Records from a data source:
......

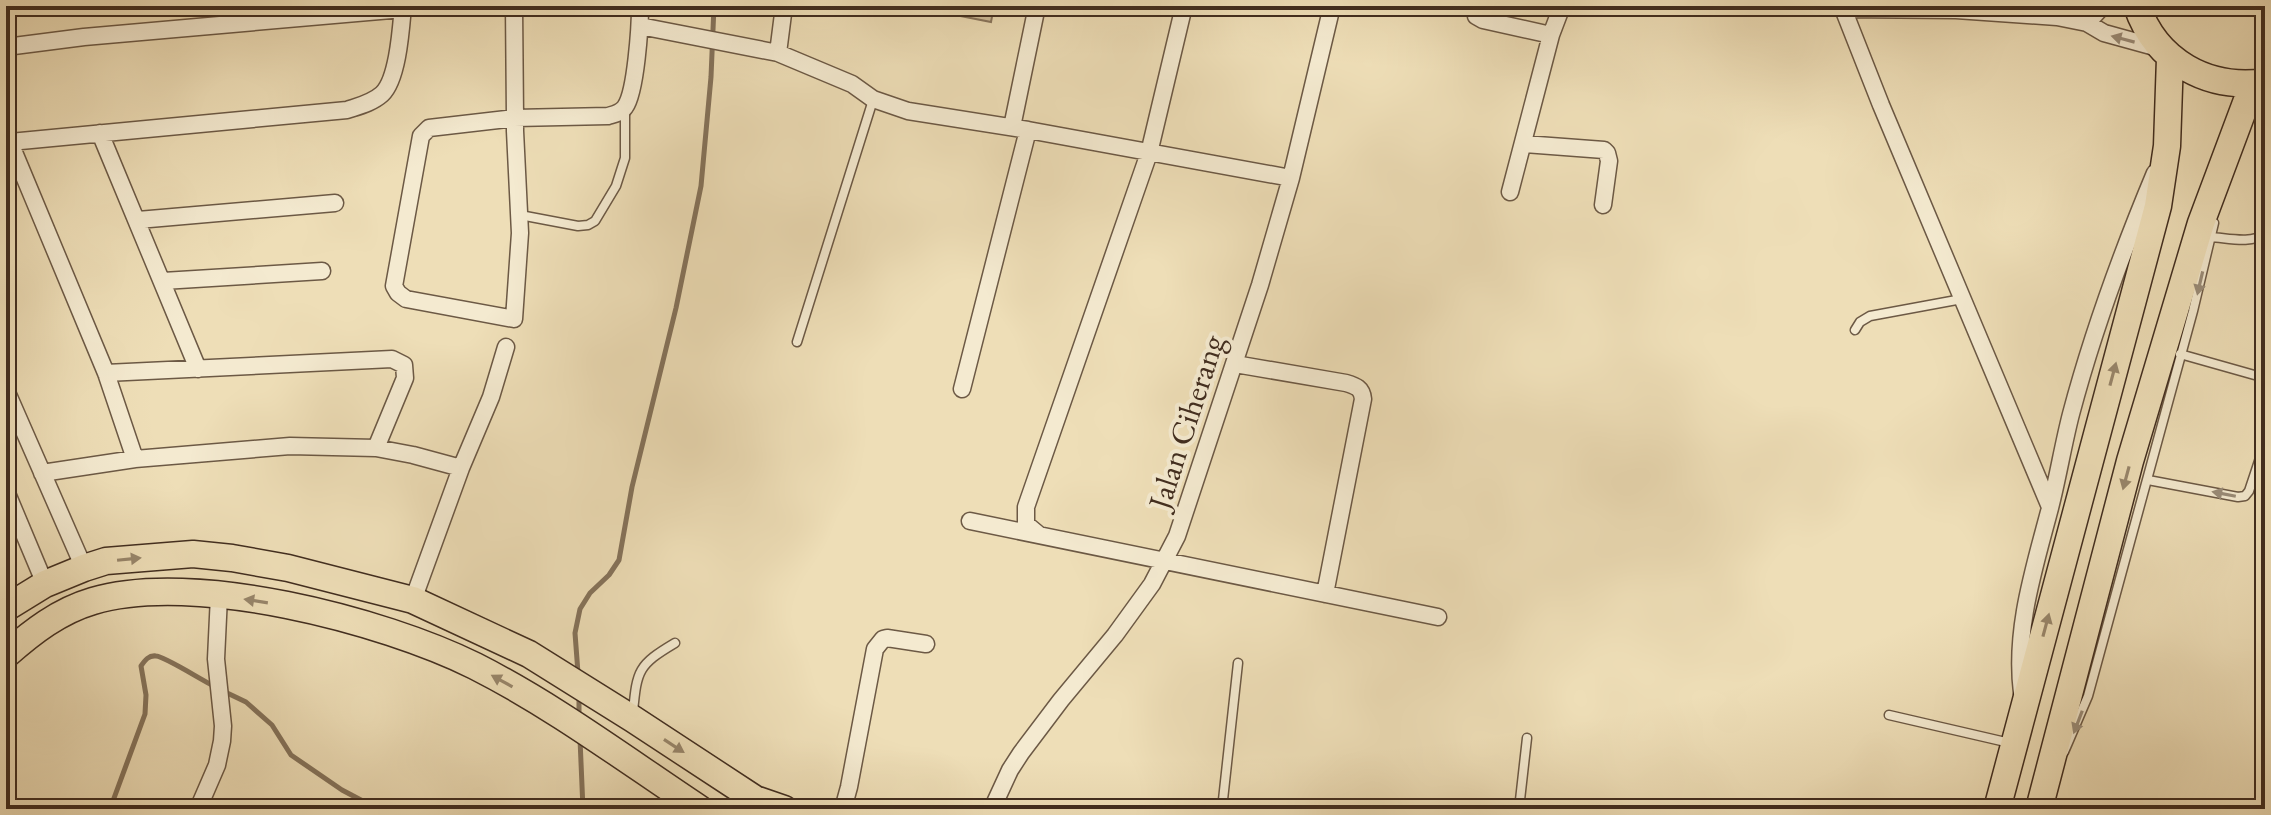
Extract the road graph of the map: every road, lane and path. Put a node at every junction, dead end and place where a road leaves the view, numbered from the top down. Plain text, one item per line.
1 (514, 6) edge
2 (640, 6) edge
3 (784, 6) edge
4 (1037, 6) edge
5 (1184, 6) edge
6 (1332, 6) edge
7 (1475, 6) edge
8 (1562, 6) edge
9 (2103, 6) edge
10 (2137, 6) edge
11 (403, 7) edge
12 (1842, 7) edge
13 (2087, 23) junction
14 (640, 26) junction
15 (1551, 35) junction
16 (6, 47) edge
17 (778, 53) junction
18 (2166, 54) junction
19 (2259, 83) edge
20 (873, 99) junction
21 (625, 107) junction
22 (515, 118) junction
23 (1020, 129) junction
24 (100, 133) junction
25 (8, 137) edge
26 (1524, 144) junction
27 (2167, 146) junction
28 (1149, 153) junction
29 (1291, 178) junction
30 (2219, 179) junction
31 (1510, 192) dead end
32 (335, 203) dead end
33 (1603, 205) dead end
34 (519, 215) junction
35 (138, 220) junction
36 (2265, 234) edge
37 (2211, 237) junction
38 (322, 271) dead end
39 (163, 281) junction
40 (1962, 299) junction
41 (1855, 330) dead end
42 (797, 342) dead end
43 (506, 347) dead end
44 (2180, 354) junction
45 (1235, 364) junction
46 (198, 369) junction
47 (106, 373) junction
48 (2265, 378) edge
49 (962, 389) dead end
50 (6, 390) edge
51 (2265, 443) edge
52 (376, 448) junction
53 (135, 459) junction
54 (461, 468) junction
55 (42, 473) junction
56 (2148, 480) junction
57 (6, 491) edge
58 (2050, 507) junction
59 (970, 521) dead end
60 (1038, 534) junction
61 (1165, 562) junction
62 (84, 568) junction
63 (45, 584) junction
64 (1325, 594) junction
65 (219, 596) junction
66 (413, 600) junction
67 (6, 608) edge
68 (1438, 617) dead end
69 (675, 643) dead end
70 (926, 644) dead end
71 (6, 655) edge
72 (1238, 663) dead end
73 (2024, 711) junction
74 (1889, 715) dead end
75 (633, 719) junction
76 (1527, 738) dead end
77 (2014, 744) junction
78 (2042, 798) edge
79 (198, 809) edge
80 (700, 809) edge
81 (784, 809) edge
82 (843, 809) edge
83 (992, 809) edge
84 (1222, 809) edge
85 (1519, 809) edge
86 (1997, 809) edge

1 - 22 street
2 - 14 street
3 - 17 street
4 - 23 street
5 - 28 street
6 - 29 street, Jalan Ciherang
7 - 15 street
8 - 15 street
9 - 13 street
10 - 18 main road
11 - 16 street
11 - 24 street
12 - 13 street
12 - 40 street
18 -> 13 street
14 - 17 street
14 - 21 street
15 - 26 street
17 - 20 street
18 - 19 main road
18 - 27 main road
19 - 30 main road
20 - 23 street
20 - 42 lane
21 - 22 street
21 - 34 lane
22 - 34 street
22 - 34 street
23 - 28 street
23 - 49 street
24 - 25 street
24 - 35 street
25 - 47 street
26 - 31 street
26 - 33 street
27 - 58 street
73 -> 27 main road
28 - 29 street
28 - 60 street
29 - 45 street, Jalan Ciherang
30 - 37 lane
30 -> 78 main road
32 - 35 street
35 - 39 street
36 - 37 lane
37 -> 44 lane
38 - 39 street
39 - 46 street
40 - 41 lane
40 - 58 street
43 - 54 street
44 - 48 lane
44 - 56 lane
45 - 61 street, Jalan Ciherang
45 - 64 street
46 - 47 street
46 - 52 street
47 - 53 street
50 - 55 street
51 -> 56 lane
52 - 53 street
52 - 54 street
53 - 55 street
54 - 66 street
55 - 62 street
56 -> 78 lane
57 - 63 street
58 - 73 street
59 - 60 street
60 - 61 street
61 - 64 street
61 - 83 street, Jalan Ciherang
62 - 63 main road
62 -> 66 main road
63 - 67 main road
64 - 68 street
65 - 71 main road
65 - 79 street
80 -> 65 main road
66 - 75 main road
69 - 75 lane
70 - 82 street
72 - 84 lane
73 - 77 main road
74 - 77 lane
75 -> 81 main road
76 - 85 lane
77 - 86 main road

......

What to do:
On how many lines of the data does "Jalan" appear? Give only that number.

Your solution:
4